Liz Lochhead didn’t disappoint another packed and very appreciative auditorium. Sticking mainly, though not exclusively, to her greatly acclaimed selected poems published in her most recent book - A Choosing - the collection gives a fine overview of her poetic canon of the last forty years.
Beginning with her early works - Kidspoem/Bairnsang, Listen, and The Choosing (the first poem she ever wrote) - it was easy to see the profound influence she has had on the Scottish writing scene, and on Scottish writers in general. Poem for my Sister, After a Warrant Sale, Poem for Other Poor Fools and My Rival’s House all displayed her relish for female concerns where the ‘I’ is often the poet herself. Deceptively simple language and speech rhythms draw her audience/readers close with street level, domestic universality.
Social History and 1966, a poem specially commissioned by the Poet Laureate Carol Ann Duffy, further mined this social seam whereas What the Pool Said, on Midsummer’s Day and The Year’s Midnight were more enigmatic companion pieces.
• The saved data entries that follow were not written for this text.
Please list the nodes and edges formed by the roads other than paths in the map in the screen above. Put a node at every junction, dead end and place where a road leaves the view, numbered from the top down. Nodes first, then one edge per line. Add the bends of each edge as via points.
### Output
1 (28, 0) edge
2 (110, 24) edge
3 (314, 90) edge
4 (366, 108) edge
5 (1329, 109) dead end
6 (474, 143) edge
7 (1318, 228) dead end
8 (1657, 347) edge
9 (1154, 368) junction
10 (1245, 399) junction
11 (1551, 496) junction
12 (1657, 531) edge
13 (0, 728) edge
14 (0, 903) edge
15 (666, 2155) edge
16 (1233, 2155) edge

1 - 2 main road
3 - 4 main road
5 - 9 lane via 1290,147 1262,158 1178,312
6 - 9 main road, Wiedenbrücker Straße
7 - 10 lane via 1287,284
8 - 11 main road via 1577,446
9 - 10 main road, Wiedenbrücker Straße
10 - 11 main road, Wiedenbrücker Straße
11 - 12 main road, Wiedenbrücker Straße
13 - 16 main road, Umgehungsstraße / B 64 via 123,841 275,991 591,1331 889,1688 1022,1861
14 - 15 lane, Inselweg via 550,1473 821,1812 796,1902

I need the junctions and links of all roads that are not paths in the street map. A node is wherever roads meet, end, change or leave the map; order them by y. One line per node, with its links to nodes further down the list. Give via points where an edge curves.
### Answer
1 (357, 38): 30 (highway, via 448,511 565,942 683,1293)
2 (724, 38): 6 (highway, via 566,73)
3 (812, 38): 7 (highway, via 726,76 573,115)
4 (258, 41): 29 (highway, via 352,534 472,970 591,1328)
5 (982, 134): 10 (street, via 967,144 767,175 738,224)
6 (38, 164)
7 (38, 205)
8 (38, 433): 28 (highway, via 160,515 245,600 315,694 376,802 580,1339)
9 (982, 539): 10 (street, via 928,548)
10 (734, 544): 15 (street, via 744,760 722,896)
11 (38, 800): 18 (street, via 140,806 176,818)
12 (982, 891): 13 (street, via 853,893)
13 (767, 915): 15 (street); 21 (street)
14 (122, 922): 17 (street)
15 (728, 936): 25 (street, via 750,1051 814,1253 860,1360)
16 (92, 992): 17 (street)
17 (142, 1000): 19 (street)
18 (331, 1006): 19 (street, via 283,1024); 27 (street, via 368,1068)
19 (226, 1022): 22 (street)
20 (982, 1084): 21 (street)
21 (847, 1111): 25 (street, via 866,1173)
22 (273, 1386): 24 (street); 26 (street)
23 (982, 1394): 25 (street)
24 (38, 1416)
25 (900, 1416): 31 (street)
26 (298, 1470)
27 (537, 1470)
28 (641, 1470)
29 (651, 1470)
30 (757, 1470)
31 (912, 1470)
Lochhead moved on to recite two heartfelt and moving poems in tribute to her great friend the late singer-songwriter Michael Marra who died recently. Her choice of tribute included Ira and George which expresses the often complex nature of the creative process.
Finishing the first part of the reading with The Newly Married Miner, Lochhead paused to receive rapturous applause before taking questions from her audience. Ensuing questions reflected the knowledgeable and inquiring nature of those in attendance.
Lochhead concluded the evening with a final gem- the wry opening recitation from Mary Queen of Scots Got her Head Chopped Off, perhaps her best known and best loved play.
Signing copies of her books rounded off a wonderful and engaging evening, which lived up to its billing as a chance to ‘Meet the Makar.’ Carol Ann Duffy followed by Liz Lochhead… the poetry-loving Borders audience must be wondering who The Eildon Tree and Tower Mill will present next?